No, Calvin and Hobbes is a more pleasant topic because it was one of the last great daily newspaper strips published. Today, I doubt something like Bill Watterson’s creation would have the reach it once did because the Internet just doesn’t have the reach it likes to boast. There were other great strips preceding it and a couple more appeared before newspapers declined into the dying empires they are today, but they just didn’t appeal to such a wide audience. Dilbert involves workplace idiocy, kids don’t get it. Foxtrot was family stuff, again, lost on kids and many adults just roll their eyes. Bloom County was satire, less than half of America understood it, especially during the anti-ironic Reagan era. Doonesbury was relegated to the editorial page, hell, my grandmother’s GOP uber alles-excuse called The Daily Pantagraph printed Bloom County there.
Watterson’s strip was something new and refreshing. His vast talent helped immensely too. Not too many cartoonists can switch between realism and a cartoony look. The subject matter was also easy to relate to. When I was a small kid, I didn’t have Calvin’s imagination or imaginary friend, yet I always remembered the “unfairness” of adults, the drudgery of school and having to find ways to entertain myself before iPads and kick-ass gaming consoles.
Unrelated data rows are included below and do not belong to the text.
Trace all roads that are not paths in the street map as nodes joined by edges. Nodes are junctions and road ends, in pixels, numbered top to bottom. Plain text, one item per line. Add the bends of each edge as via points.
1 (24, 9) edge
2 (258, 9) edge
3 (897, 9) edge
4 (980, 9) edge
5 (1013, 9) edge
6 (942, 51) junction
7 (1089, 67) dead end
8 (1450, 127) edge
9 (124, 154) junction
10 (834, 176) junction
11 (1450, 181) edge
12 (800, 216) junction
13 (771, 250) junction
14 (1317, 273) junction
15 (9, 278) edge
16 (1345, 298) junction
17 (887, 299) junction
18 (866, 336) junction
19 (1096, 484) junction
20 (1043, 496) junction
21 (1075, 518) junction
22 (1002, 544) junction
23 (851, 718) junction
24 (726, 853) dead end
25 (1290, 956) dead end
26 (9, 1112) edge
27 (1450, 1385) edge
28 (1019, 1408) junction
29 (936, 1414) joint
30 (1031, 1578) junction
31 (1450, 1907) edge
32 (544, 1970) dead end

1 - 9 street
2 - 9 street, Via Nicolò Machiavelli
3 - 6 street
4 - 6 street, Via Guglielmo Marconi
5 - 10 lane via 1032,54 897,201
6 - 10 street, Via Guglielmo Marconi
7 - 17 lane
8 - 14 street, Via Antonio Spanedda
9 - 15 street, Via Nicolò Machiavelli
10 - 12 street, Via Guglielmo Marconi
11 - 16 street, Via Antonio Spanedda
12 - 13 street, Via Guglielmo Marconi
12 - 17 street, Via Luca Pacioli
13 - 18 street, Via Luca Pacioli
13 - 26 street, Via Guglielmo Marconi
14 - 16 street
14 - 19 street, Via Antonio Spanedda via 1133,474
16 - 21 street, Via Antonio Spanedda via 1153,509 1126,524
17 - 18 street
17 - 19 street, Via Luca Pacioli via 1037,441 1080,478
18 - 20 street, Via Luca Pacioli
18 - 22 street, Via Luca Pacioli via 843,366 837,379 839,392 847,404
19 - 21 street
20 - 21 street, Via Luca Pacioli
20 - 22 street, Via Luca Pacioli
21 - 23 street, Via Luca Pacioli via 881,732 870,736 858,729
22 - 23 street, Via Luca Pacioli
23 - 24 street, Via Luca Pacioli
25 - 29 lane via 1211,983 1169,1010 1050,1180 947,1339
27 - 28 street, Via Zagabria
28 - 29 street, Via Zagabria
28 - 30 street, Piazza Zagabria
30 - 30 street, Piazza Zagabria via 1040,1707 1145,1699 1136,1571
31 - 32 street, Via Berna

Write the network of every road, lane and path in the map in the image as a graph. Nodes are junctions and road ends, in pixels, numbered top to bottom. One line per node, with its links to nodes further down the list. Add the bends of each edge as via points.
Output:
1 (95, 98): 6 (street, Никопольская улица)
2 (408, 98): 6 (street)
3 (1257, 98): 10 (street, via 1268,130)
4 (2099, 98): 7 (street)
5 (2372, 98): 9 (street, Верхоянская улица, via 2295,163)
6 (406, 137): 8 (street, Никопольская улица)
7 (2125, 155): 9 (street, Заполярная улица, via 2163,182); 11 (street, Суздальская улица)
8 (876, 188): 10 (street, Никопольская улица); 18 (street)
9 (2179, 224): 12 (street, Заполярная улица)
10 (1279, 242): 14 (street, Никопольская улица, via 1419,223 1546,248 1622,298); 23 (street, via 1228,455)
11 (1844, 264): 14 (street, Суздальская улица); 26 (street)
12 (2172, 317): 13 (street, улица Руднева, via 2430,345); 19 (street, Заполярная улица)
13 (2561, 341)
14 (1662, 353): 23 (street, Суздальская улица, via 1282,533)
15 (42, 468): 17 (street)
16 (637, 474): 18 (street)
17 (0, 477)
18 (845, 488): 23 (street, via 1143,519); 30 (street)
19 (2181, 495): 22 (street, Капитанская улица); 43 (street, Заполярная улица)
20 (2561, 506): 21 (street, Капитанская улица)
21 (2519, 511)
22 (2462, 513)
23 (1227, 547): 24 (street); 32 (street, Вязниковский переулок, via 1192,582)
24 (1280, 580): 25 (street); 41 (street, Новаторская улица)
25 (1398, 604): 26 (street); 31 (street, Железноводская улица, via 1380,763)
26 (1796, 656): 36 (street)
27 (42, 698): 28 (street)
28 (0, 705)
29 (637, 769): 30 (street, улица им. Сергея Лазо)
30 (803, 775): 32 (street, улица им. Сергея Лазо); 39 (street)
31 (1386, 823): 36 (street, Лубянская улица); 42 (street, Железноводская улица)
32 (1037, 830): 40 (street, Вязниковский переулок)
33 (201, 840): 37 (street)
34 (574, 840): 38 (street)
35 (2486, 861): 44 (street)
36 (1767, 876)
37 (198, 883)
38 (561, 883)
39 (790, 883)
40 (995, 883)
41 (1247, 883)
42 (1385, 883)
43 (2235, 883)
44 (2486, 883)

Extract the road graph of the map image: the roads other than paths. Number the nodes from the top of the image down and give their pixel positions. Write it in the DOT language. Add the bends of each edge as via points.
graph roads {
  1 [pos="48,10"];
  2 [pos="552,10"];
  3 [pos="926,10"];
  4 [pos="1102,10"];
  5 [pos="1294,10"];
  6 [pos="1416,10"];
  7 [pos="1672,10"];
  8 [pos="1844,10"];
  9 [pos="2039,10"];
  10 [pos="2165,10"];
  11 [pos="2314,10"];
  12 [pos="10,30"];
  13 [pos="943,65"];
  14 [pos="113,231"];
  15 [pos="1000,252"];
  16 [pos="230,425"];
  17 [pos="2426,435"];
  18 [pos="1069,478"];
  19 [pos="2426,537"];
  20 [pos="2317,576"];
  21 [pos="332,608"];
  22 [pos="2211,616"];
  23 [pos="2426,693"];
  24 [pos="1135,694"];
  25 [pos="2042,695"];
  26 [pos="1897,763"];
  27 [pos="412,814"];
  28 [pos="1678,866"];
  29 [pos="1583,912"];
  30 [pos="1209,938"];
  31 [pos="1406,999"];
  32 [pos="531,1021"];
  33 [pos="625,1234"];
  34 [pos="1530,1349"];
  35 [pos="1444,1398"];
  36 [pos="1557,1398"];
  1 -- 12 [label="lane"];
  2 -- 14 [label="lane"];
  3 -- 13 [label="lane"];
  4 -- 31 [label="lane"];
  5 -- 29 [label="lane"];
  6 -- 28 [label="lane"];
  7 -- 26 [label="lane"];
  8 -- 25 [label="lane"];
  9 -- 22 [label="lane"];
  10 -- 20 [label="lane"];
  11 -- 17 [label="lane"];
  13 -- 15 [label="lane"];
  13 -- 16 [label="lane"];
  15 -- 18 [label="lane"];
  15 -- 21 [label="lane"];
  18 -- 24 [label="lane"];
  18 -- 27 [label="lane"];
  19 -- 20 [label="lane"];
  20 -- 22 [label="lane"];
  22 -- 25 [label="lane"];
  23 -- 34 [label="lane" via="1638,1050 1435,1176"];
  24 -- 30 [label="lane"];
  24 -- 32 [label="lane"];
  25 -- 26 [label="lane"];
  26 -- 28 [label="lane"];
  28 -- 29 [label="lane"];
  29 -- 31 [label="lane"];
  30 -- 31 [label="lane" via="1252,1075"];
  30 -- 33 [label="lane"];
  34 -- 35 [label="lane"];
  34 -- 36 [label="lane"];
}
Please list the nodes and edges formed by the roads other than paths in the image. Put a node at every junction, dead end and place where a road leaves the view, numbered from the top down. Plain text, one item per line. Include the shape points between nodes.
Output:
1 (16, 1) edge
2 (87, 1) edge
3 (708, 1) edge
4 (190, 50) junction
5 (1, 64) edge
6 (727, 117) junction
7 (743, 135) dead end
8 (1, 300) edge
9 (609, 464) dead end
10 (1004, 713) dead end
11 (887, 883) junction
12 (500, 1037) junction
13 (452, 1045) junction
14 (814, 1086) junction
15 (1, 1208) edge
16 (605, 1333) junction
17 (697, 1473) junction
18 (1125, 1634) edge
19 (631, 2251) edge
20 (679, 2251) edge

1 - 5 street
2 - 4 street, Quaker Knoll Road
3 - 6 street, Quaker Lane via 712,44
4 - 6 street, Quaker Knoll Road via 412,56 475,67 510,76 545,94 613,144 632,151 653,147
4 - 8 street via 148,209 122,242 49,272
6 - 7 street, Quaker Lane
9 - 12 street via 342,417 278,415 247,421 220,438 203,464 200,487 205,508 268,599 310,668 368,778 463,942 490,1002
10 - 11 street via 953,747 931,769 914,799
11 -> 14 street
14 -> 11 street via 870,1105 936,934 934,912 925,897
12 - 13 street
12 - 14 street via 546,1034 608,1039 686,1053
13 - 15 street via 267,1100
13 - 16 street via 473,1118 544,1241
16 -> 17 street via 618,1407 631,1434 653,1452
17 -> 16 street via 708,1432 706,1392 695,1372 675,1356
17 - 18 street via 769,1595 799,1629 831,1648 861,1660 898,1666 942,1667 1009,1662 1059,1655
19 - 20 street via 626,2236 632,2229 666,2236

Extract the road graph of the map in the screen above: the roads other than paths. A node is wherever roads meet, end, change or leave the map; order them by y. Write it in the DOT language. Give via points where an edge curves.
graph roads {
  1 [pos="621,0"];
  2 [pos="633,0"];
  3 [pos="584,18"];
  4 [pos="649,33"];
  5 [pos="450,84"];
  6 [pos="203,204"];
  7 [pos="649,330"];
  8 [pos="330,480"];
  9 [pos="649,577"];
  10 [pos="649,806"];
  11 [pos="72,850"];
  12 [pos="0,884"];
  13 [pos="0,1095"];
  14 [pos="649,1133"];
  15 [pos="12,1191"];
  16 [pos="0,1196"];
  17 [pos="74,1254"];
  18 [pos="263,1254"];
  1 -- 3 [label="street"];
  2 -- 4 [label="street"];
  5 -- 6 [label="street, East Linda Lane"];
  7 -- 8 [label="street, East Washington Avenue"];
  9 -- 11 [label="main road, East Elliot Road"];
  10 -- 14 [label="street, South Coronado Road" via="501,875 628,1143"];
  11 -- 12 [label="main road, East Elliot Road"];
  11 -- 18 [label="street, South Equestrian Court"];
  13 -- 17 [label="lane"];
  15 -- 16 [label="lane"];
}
It sucks there’s only about a decade of material. On the other hand, Watterson did the right thing. He quit while he was ahead, before his creation wore out its welcome and evolved into space filler, most comic strips today if anyone bothers to read physical newspapers anymore. Does anybody get excited about what kind of sandwich Dagwood is going to make or what his boss will kick him in the ass for? Then again, you’ll never see a bumpersticker of Dagwood urinating on the Chevy logo or on his knees praying.